Below is a listing; transcribe it exactly but without any images.

........

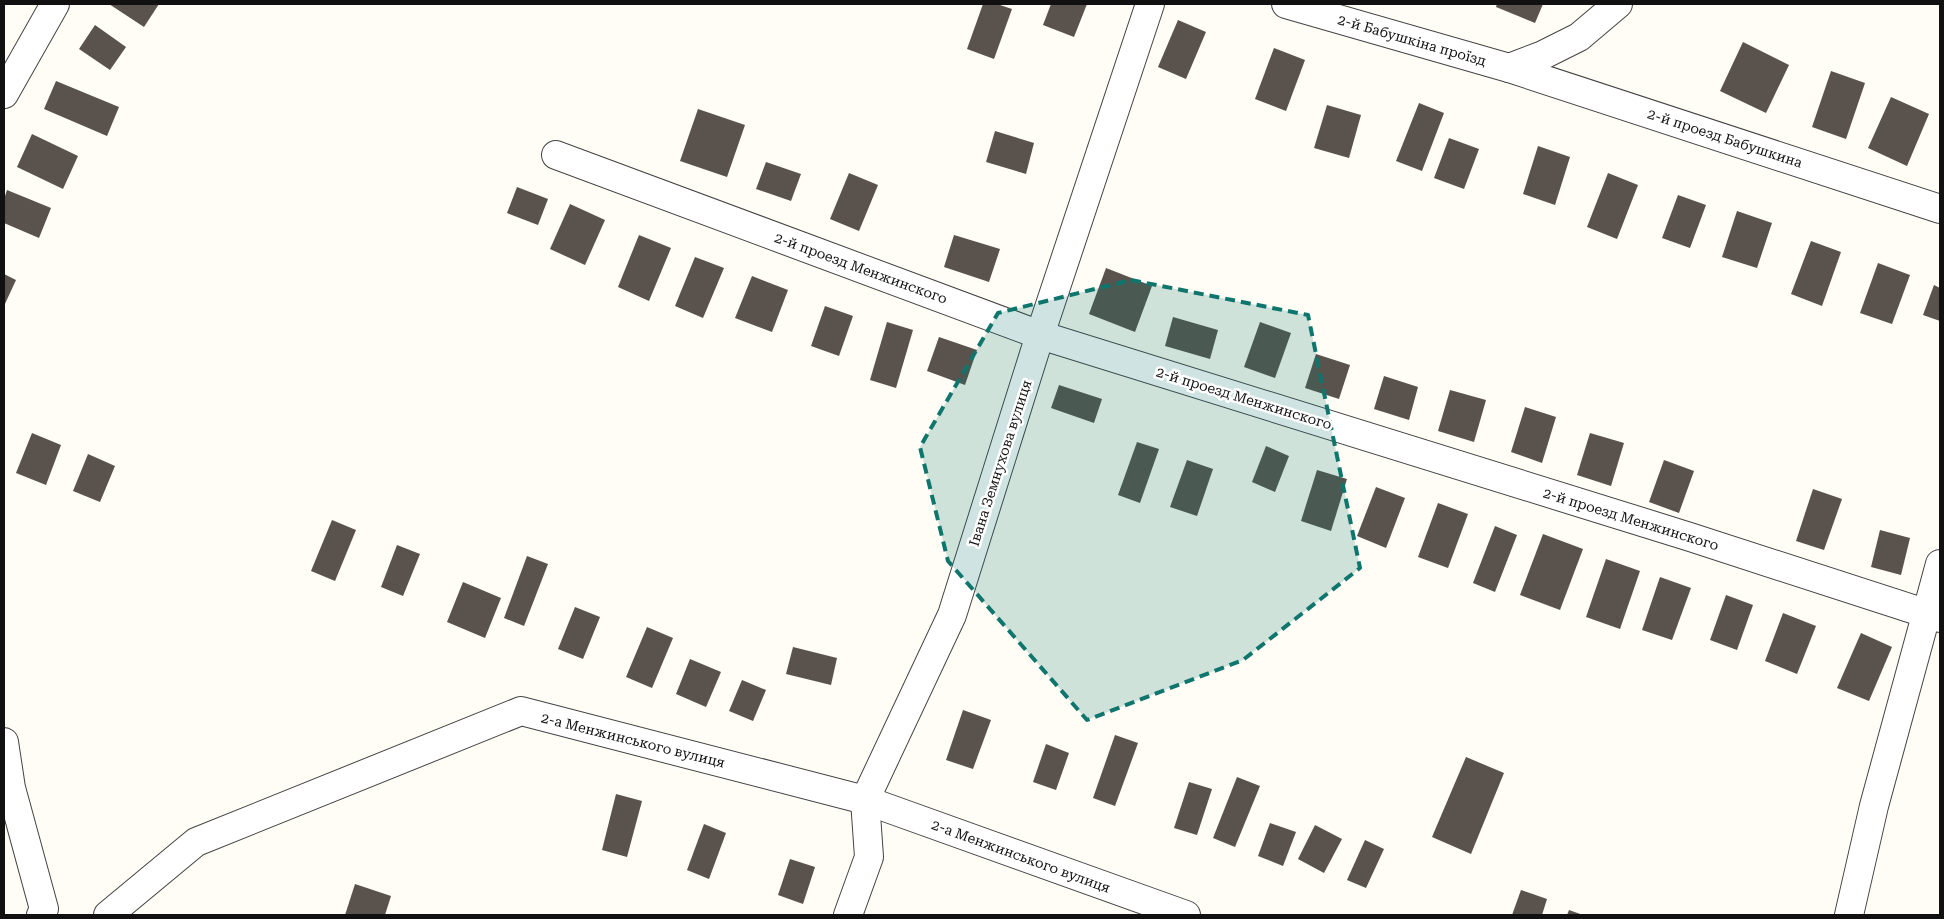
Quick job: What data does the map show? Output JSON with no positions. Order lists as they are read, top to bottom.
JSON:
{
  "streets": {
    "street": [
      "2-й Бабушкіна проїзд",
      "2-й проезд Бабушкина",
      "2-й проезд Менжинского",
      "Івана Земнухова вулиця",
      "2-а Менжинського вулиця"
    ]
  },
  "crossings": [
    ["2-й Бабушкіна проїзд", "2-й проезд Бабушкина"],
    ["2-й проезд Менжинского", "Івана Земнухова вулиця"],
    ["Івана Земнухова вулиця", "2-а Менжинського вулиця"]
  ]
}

........

→ Solution to this exercise:
Quick job: What data does the map show? Output JSON with no positions. Order lists as they are read, top to bottom.
JSON:
{
  "streets": {
    "street": [
      "2-й Бабушкіна проїзд",
      "2-й проезд Бабушкина",
      "2-й проезд Менжинского",
      "Івана Земнухова вулиця",
      "2-а Менжинського вулиця"
    ]
  },
  "crossings": [
    ["2-й Бабушкіна проїзд", "2-й проезд Бабушкина"],
    ["2-й проезд Менжинского", "Івана Земнухова вулиця"],
    ["Івана Земнухова вулиця", "2-а Менжинського вулиця"]
  ]
}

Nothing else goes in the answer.